To create a successful new product, the development team must work with both the customer service and sales teams to gain a good understanding of the clients’ needs; with the logistics, unit to ensure that the product can be delivered at a competitive cost; with the marketing team to ensure effective advertisements, and so on. Similarly, if management is developing a new cost-saving workflow, then brainstorming with the entire organization will greatly improve the quality of the final workflow.
Appointing the executive team on merit motivates everyone in the organization to identify problems and develop solutions, resulting in innovation. This is why “innovation audits”, which are questionnaires that executives complete to identify their organization’s strengths and weaknesses in managing innovation, have a section that focuses on learning. Scoring highly requires demonstrating the presence of processes for evaluating performance in previous projects so that lessons can be learned, as these lessons are the launchpad for innovation.
For example, while the Galaxy Fold smartphone was a good product, it had many flaws, and a detailed and collaborative analysis of those flaws enabled Samsung to produce a far superior successor, the Galaxy Z Fold 2.
In contrast, nepotism in the executive team severely corrupts the innovation incentive structure. In particular, managers who lack the skills and qualifications to perform well will actively disrupt the process of identifying problems in the workplace because they correctly perceive the emergence and circulation of such information as threatening.
After all, upon completing a project, a thorough review of what the organization did poorly is likely to yield information that confirms the nepotistic manager’s incompetence. In the short-term, this undermines the manager’s legitimacy in their colleagues’ eyes, breeding tacit insubordination. In the long-term, if enough evidence of incompetence emerges, the board may dismiss the manager hired through nepotism.

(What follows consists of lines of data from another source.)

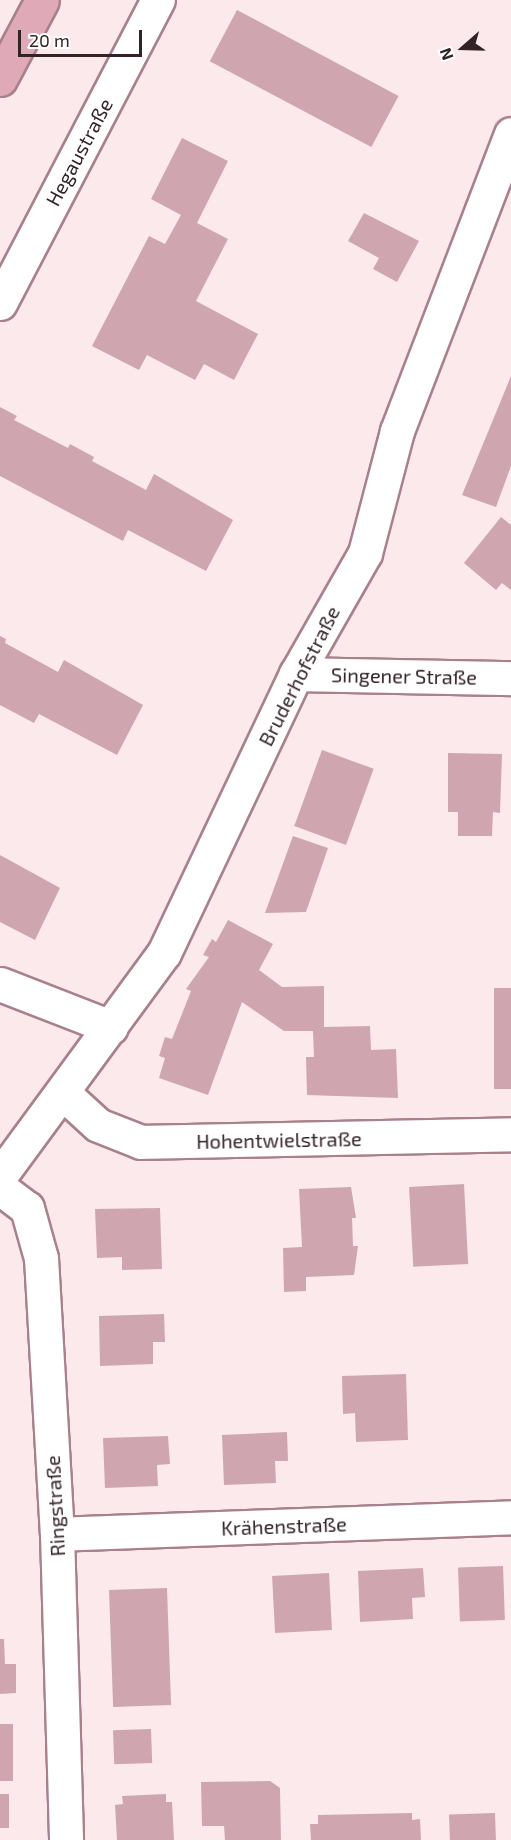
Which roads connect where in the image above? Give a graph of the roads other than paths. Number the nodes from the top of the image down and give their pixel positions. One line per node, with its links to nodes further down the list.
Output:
1 (42, 0): 3 (main road)
2 (158, 0): 5 (street, Hegaustraße)
3 (0, 79)
4 (511, 134): 6 (street, Bruderhofstraße)
5 (0, 303)
6 (296, 674): 7 (street, Singener Straße); 9 (street, Bruderhofstraße)
7 (511, 678)
8 (0, 984): 9 (street)
9 (111, 1027): 10 (street, Bruderhofstraße)
10 (63, 1093): 11 (street, Hohentwielstraße); 12 (street, Bruderhofstraße)
11 (511, 1134)
12 (0, 1176)
13 (0, 1188): 15 (street, Ringstraße)
14 (511, 1517): 15 (street, Krähenstraße)
15 (57, 1534): 16 (street, Ringstraße)
16 (66, 1840)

Anticipating this, managers hired through simple favoritism torpedo the organization’s efforts at diagnosing its flaws, especially the forensic audits that form the basis of process and product innovation. Instead, they build a culture of “everything is fine” and “don’t rock the boat,” dooming the organization to perpetual stagnation.
Eager employees proposing ideas for improvement are rebuffed by a manager who maintains an illusion of utopia, resulting in a disenchanted workforce bereft of initiative. This link between nepotism and low innovation partially accounts for the chronically low levels of technological advancement in the Middle East, especially in the private sectors.
The only solution is purging the organization of nepotism, which means restricting family members to board seats and oversight positions or let them work their way up from the bottom. Top management posts should be reserved for experienced and able professionals for whom innovation represents an opportunity, not a threat, as there is no greater impediment to innovation than an incompetent manager who fears that innovation will expose their ineptitude.